> **DATASET CONTENT**:
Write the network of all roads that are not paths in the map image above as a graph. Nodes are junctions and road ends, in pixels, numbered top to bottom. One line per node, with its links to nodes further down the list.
==
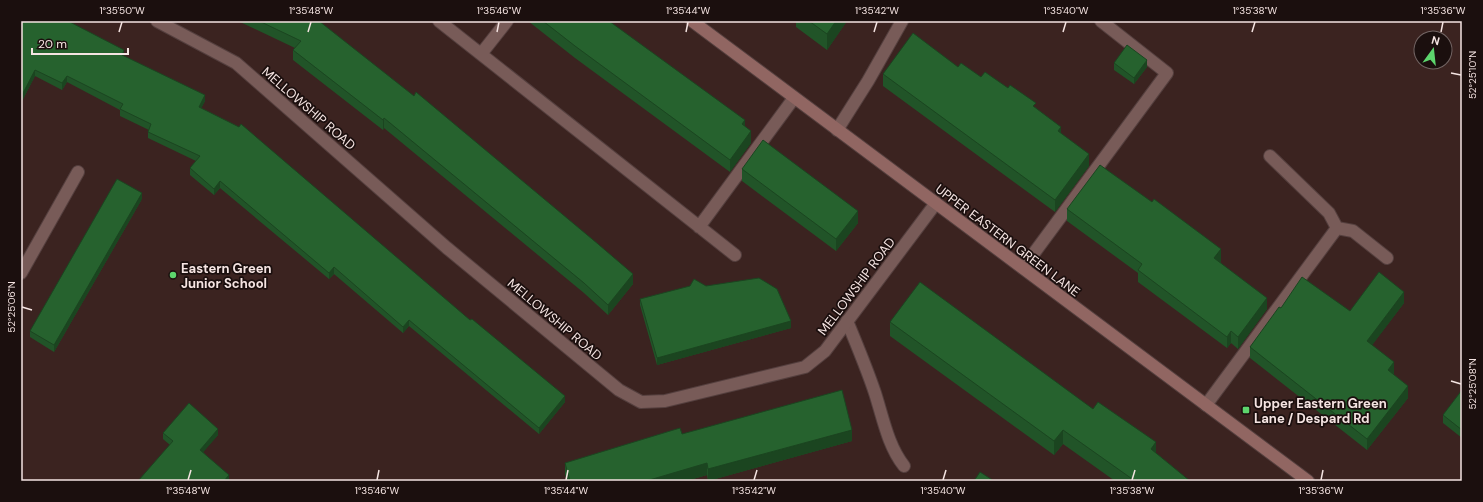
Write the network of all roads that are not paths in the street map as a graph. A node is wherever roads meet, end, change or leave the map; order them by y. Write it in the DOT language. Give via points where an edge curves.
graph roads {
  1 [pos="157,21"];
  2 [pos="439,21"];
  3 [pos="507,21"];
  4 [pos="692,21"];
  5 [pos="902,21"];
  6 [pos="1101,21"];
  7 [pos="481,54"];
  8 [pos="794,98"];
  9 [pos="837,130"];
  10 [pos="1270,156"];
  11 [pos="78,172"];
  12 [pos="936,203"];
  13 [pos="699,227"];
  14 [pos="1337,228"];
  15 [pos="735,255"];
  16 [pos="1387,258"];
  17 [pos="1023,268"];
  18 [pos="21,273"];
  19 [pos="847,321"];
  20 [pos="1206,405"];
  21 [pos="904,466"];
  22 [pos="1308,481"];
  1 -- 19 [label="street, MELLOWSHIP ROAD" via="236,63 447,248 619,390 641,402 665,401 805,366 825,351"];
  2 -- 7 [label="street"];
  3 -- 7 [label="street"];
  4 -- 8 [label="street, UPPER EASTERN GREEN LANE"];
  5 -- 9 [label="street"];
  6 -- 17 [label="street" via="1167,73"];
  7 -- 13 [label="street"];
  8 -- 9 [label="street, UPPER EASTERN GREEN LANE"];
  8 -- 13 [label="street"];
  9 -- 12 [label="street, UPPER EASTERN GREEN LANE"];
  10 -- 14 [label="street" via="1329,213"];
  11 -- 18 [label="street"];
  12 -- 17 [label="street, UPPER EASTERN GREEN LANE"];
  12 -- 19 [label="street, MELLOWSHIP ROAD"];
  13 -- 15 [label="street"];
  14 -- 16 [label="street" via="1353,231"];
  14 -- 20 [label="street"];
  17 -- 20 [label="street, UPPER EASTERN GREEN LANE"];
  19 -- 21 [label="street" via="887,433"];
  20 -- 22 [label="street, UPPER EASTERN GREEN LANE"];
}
---
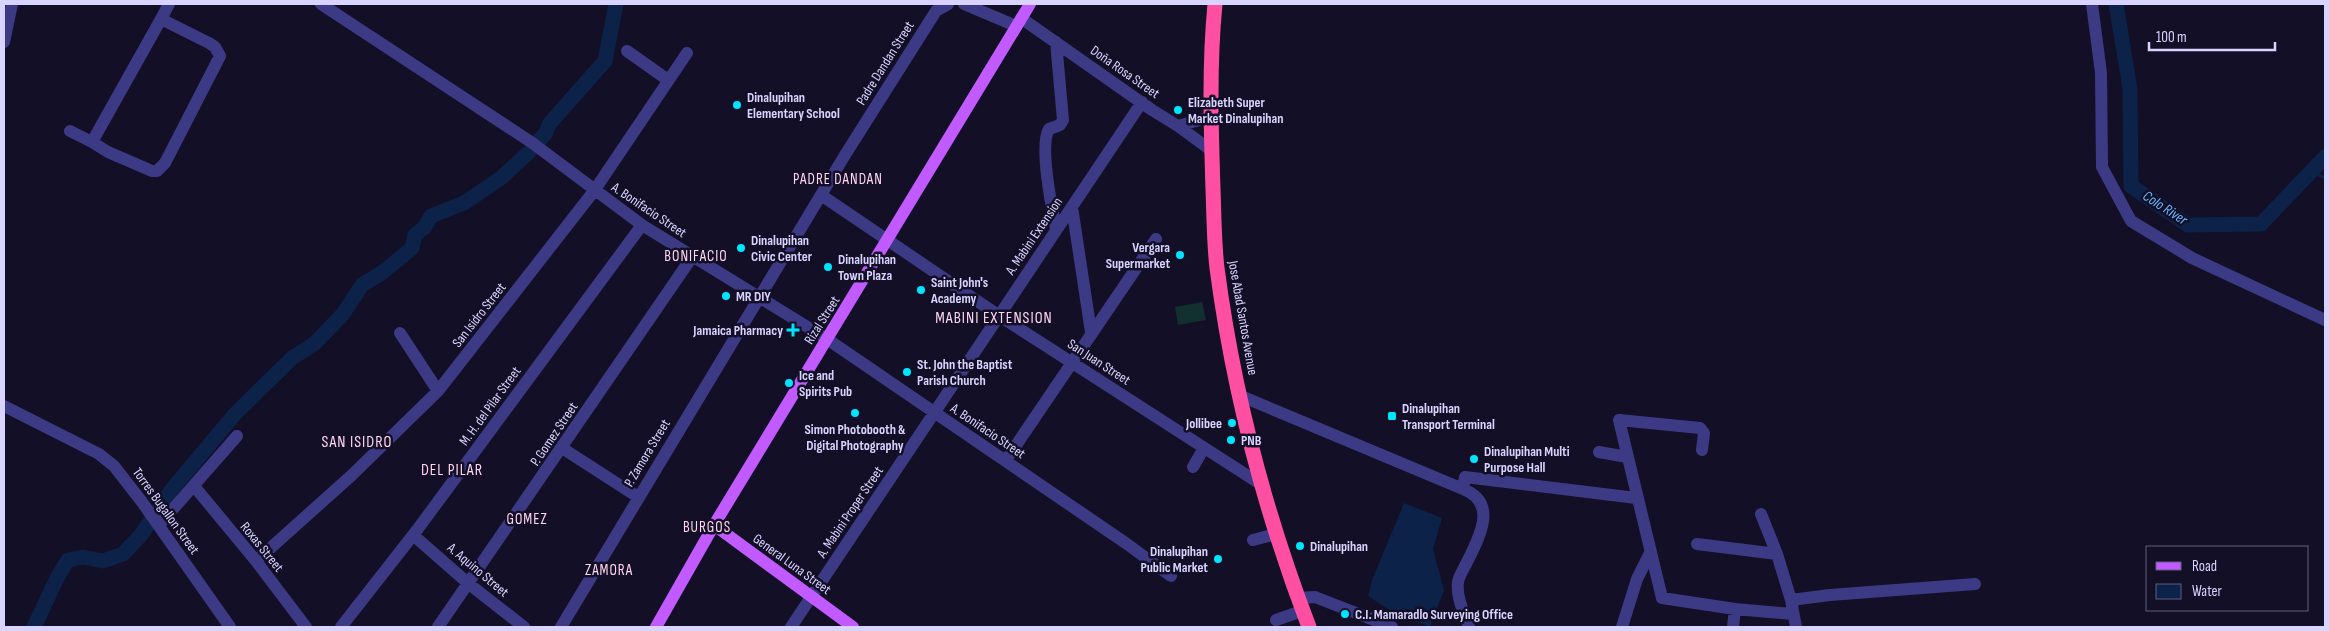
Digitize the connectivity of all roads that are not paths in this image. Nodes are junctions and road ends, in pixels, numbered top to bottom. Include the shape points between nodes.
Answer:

> **ABOUT THIS TASK**:
Pick out each line above that includes "bottom" and show it.

> **RESPONSE TO THIS TASK**:
Write the network of all roads that are not paths in the map image above as a graph. Nodes are junctions and road ends, in pixels, numbered top to bottom. One line per node, with its links to nodes further down the list.
Digitize the connectivity of all roads that are not paths in this image. Nodes are junctions and road ends, in pixels, numbered top to bottom. Include the shape points between nodes.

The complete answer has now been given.